Task prompt: Every record below is to be retyped exactly.

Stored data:
*** Begin section ***

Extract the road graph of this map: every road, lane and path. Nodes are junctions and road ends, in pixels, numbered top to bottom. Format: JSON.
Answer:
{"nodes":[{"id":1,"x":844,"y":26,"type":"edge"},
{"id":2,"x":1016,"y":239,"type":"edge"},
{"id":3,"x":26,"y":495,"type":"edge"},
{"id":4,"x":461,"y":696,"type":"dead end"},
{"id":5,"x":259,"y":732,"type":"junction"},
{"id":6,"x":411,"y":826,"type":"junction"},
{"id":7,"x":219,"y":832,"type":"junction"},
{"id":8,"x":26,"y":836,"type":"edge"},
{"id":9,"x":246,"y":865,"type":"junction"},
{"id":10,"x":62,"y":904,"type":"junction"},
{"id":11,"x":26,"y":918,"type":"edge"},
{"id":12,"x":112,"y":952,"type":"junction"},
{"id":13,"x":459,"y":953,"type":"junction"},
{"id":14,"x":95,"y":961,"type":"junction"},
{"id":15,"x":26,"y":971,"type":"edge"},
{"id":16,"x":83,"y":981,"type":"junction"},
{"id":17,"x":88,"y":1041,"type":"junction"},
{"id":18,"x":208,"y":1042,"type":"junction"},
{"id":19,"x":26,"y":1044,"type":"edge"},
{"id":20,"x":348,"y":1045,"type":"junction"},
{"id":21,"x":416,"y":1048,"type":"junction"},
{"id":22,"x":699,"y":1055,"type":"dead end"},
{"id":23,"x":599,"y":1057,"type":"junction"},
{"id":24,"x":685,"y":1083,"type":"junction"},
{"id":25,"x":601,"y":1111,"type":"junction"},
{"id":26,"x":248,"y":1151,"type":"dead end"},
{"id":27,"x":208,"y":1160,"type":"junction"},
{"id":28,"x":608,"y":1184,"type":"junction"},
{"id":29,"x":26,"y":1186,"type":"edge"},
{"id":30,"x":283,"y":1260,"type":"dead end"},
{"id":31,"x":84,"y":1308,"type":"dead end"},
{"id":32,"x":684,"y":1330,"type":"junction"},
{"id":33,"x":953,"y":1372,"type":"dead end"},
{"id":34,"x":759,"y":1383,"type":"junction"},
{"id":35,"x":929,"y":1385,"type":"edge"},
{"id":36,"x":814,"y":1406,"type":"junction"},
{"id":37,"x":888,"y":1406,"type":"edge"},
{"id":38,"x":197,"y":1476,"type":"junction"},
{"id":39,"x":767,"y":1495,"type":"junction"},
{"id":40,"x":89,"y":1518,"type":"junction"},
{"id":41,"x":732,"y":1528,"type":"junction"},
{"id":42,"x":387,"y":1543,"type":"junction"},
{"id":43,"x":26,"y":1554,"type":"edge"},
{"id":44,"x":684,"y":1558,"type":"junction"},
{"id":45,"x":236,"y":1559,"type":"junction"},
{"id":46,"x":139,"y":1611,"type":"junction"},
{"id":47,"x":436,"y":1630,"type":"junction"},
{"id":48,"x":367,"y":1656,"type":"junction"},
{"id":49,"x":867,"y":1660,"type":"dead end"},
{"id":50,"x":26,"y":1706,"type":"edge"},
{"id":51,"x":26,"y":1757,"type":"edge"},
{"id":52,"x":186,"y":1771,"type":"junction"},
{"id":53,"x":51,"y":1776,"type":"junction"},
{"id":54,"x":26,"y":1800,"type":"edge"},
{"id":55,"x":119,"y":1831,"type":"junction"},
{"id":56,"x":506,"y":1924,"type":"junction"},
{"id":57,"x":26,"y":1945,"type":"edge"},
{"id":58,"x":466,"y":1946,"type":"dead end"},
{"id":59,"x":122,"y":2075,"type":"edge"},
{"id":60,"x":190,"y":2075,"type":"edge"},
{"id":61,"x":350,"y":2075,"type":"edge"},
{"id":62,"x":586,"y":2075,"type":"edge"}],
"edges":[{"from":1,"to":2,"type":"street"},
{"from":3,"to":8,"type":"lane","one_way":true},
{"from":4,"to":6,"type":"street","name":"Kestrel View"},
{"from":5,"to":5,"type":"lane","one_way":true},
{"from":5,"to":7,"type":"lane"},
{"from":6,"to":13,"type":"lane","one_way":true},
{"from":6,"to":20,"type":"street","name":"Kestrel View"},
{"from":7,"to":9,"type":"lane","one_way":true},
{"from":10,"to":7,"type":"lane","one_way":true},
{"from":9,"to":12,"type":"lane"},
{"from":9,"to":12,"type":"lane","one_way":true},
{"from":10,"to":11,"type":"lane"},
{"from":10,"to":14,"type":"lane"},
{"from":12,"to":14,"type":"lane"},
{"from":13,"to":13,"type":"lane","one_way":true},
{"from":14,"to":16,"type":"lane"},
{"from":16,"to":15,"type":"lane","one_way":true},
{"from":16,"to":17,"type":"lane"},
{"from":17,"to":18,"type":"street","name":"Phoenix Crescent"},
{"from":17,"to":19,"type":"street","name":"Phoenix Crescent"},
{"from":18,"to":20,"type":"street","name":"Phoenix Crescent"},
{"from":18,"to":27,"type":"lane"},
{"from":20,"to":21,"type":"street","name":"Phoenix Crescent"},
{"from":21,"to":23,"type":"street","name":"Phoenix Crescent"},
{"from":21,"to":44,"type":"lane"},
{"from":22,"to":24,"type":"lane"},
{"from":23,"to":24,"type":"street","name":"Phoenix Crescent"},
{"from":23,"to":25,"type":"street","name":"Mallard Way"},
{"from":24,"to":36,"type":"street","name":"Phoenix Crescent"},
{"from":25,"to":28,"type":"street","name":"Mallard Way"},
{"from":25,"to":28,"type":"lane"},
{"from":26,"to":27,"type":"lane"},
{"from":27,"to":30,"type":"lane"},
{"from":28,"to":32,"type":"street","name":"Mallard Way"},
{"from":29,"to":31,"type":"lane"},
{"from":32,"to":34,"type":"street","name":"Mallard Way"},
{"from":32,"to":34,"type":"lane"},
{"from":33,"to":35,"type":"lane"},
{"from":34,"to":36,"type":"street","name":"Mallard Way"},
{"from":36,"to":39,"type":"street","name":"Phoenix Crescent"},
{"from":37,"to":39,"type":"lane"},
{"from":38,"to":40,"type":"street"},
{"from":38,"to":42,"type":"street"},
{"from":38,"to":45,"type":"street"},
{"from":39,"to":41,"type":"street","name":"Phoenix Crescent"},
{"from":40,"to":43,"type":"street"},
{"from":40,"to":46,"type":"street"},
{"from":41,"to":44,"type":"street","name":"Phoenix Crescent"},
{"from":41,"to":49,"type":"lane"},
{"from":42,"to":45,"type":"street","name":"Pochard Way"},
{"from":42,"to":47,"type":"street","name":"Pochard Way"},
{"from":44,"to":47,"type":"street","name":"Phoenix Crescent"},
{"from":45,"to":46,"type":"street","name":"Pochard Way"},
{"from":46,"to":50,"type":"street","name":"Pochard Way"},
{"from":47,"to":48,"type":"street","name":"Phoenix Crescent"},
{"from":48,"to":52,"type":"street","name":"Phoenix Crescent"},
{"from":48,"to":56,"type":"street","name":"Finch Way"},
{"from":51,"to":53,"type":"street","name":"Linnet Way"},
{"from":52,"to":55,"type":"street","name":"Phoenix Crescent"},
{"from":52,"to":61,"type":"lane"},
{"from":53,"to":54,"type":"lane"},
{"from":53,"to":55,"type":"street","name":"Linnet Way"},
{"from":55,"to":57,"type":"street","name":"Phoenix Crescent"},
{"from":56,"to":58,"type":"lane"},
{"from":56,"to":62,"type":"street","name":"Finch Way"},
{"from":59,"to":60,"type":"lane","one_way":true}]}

*** End section ***

Response for this exercise:
Extract the road graph of this map: every road, lane and path. Nodes are junctions and road ends, in pixels, numbered top to bottom. Format: JSON.
Answer:
{"nodes":[{"id":1,"x":844,"y":26,"type":"edge"},
{"id":2,"x":1016,"y":239,"type":"edge"},
{"id":3,"x":26,"y":495,"type":"edge"},
{"id":4,"x":461,"y":696,"type":"dead end"},
{"id":5,"x":259,"y":732,"type":"junction"},
{"id":6,"x":411,"y":826,"type":"junction"},
{"id":7,"x":219,"y":832,"type":"junction"},
{"id":8,"x":26,"y":836,"type":"edge"},
{"id":9,"x":246,"y":865,"type":"junction"},
{"id":10,"x":62,"y":904,"type":"junction"},
{"id":11,"x":26,"y":918,"type":"edge"},
{"id":12,"x":112,"y":952,"type":"junction"},
{"id":13,"x":459,"y":953,"type":"junction"},
{"id":14,"x":95,"y":961,"type":"junction"},
{"id":15,"x":26,"y":971,"type":"edge"},
{"id":16,"x":83,"y":981,"type":"junction"},
{"id":17,"x":88,"y":1041,"type":"junction"},
{"id":18,"x":208,"y":1042,"type":"junction"},
{"id":19,"x":26,"y":1044,"type":"edge"},
{"id":20,"x":348,"y":1045,"type":"junction"},
{"id":21,"x":416,"y":1048,"type":"junction"},
{"id":22,"x":699,"y":1055,"type":"dead end"},
{"id":23,"x":599,"y":1057,"type":"junction"},
{"id":24,"x":685,"y":1083,"type":"junction"},
{"id":25,"x":601,"y":1111,"type":"junction"},
{"id":26,"x":248,"y":1151,"type":"dead end"},
{"id":27,"x":208,"y":1160,"type":"junction"},
{"id":28,"x":608,"y":1184,"type":"junction"},
{"id":29,"x":26,"y":1186,"type":"edge"},
{"id":30,"x":283,"y":1260,"type":"dead end"},
{"id":31,"x":84,"y":1308,"type":"dead end"},
{"id":32,"x":684,"y":1330,"type":"junction"},
{"id":33,"x":953,"y":1372,"type":"dead end"},
{"id":34,"x":759,"y":1383,"type":"junction"},
{"id":35,"x":929,"y":1385,"type":"edge"},
{"id":36,"x":814,"y":1406,"type":"junction"},
{"id":37,"x":888,"y":1406,"type":"edge"},
{"id":38,"x":197,"y":1476,"type":"junction"},
{"id":39,"x":767,"y":1495,"type":"junction"},
{"id":40,"x":89,"y":1518,"type":"junction"},
{"id":41,"x":732,"y":1528,"type":"junction"},
{"id":42,"x":387,"y":1543,"type":"junction"},
{"id":43,"x":26,"y":1554,"type":"edge"},
{"id":44,"x":684,"y":1558,"type":"junction"},
{"id":45,"x":236,"y":1559,"type":"junction"},
{"id":46,"x":139,"y":1611,"type":"junction"},
{"id":47,"x":436,"y":1630,"type":"junction"},
{"id":48,"x":367,"y":1656,"type":"junction"},
{"id":49,"x":867,"y":1660,"type":"dead end"},
{"id":50,"x":26,"y":1706,"type":"edge"},
{"id":51,"x":26,"y":1757,"type":"edge"},
{"id":52,"x":186,"y":1771,"type":"junction"},
{"id":53,"x":51,"y":1776,"type":"junction"},
{"id":54,"x":26,"y":1800,"type":"edge"},
{"id":55,"x":119,"y":1831,"type":"junction"},
{"id":56,"x":506,"y":1924,"type":"junction"},
{"id":57,"x":26,"y":1945,"type":"edge"},
{"id":58,"x":466,"y":1946,"type":"dead end"},
{"id":59,"x":122,"y":2075,"type":"edge"},
{"id":60,"x":190,"y":2075,"type":"edge"},
{"id":61,"x":350,"y":2075,"type":"edge"},
{"id":62,"x":586,"y":2075,"type":"edge"}],
"edges":[{"from":1,"to":2,"type":"street"},
{"from":3,"to":8,"type":"lane","one_way":true},
{"from":4,"to":6,"type":"street","name":"Kestrel View"},
{"from":5,"to":5,"type":"lane","one_way":true},
{"from":5,"to":7,"type":"lane"},
{"from":6,"to":13,"type":"lane","one_way":true},
{"from":6,"to":20,"type":"street","name":"Kestrel View"},
{"from":7,"to":9,"type":"lane","one_way":true},
{"from":10,"to":7,"type":"lane","one_way":true},
{"from":9,"to":12,"type":"lane"},
{"from":9,"to":12,"type":"lane","one_way":true},
{"from":10,"to":11,"type":"lane"},
{"from":10,"to":14,"type":"lane"},
{"from":12,"to":14,"type":"lane"},
{"from":13,"to":13,"type":"lane","one_way":true},
{"from":14,"to":16,"type":"lane"},
{"from":16,"to":15,"type":"lane","one_way":true},
{"from":16,"to":17,"type":"lane"},
{"from":17,"to":18,"type":"street","name":"Phoenix Crescent"},
{"from":17,"to":19,"type":"street","name":"Phoenix Crescent"},
{"from":18,"to":20,"type":"street","name":"Phoenix Crescent"},
{"from":18,"to":27,"type":"lane"},
{"from":20,"to":21,"type":"street","name":"Phoenix Crescent"},
{"from":21,"to":23,"type":"street","name":"Phoenix Crescent"},
{"from":21,"to":44,"type":"lane"},
{"from":22,"to":24,"type":"lane"},
{"from":23,"to":24,"type":"street","name":"Phoenix Crescent"},
{"from":23,"to":25,"type":"street","name":"Mallard Way"},
{"from":24,"to":36,"type":"street","name":"Phoenix Crescent"},
{"from":25,"to":28,"type":"street","name":"Mallard Way"},
{"from":25,"to":28,"type":"lane"},
{"from":26,"to":27,"type":"lane"},
{"from":27,"to":30,"type":"lane"},
{"from":28,"to":32,"type":"street","name":"Mallard Way"},
{"from":29,"to":31,"type":"lane"},
{"from":32,"to":34,"type":"street","name":"Mallard Way"},
{"from":32,"to":34,"type":"lane"},
{"from":33,"to":35,"type":"lane"},
{"from":34,"to":36,"type":"street","name":"Mallard Way"},
{"from":36,"to":39,"type":"street","name":"Phoenix Crescent"},
{"from":37,"to":39,"type":"lane"},
{"from":38,"to":40,"type":"street"},
{"from":38,"to":42,"type":"street"},
{"from":38,"to":45,"type":"street"},
{"from":39,"to":41,"type":"street","name":"Phoenix Crescent"},
{"from":40,"to":43,"type":"street"},
{"from":40,"to":46,"type":"street"},
{"from":41,"to":44,"type":"street","name":"Phoenix Crescent"},
{"from":41,"to":49,"type":"lane"},
{"from":42,"to":45,"type":"street","name":"Pochard Way"},
{"from":42,"to":47,"type":"street","name":"Pochard Way"},
{"from":44,"to":47,"type":"street","name":"Phoenix Crescent"},
{"from":45,"to":46,"type":"street","name":"Pochard Way"},
{"from":46,"to":50,"type":"street","name":"Pochard Way"},
{"from":47,"to":48,"type":"street","name":"Phoenix Crescent"},
{"from":48,"to":52,"type":"street","name":"Phoenix Crescent"},
{"from":48,"to":56,"type":"street","name":"Finch Way"},
{"from":51,"to":53,"type":"street","name":"Linnet Way"},
{"from":52,"to":55,"type":"street","name":"Phoenix Crescent"},
{"from":52,"to":61,"type":"lane"},
{"from":53,"to":54,"type":"lane"},
{"from":53,"to":55,"type":"street","name":"Linnet Way"},
{"from":55,"to":57,"type":"street","name":"Phoenix Crescent"},
{"from":56,"to":58,"type":"lane"},
{"from":56,"to":62,"type":"street","name":"Finch Way"},
{"from":59,"to":60,"type":"lane","one_way":true}]}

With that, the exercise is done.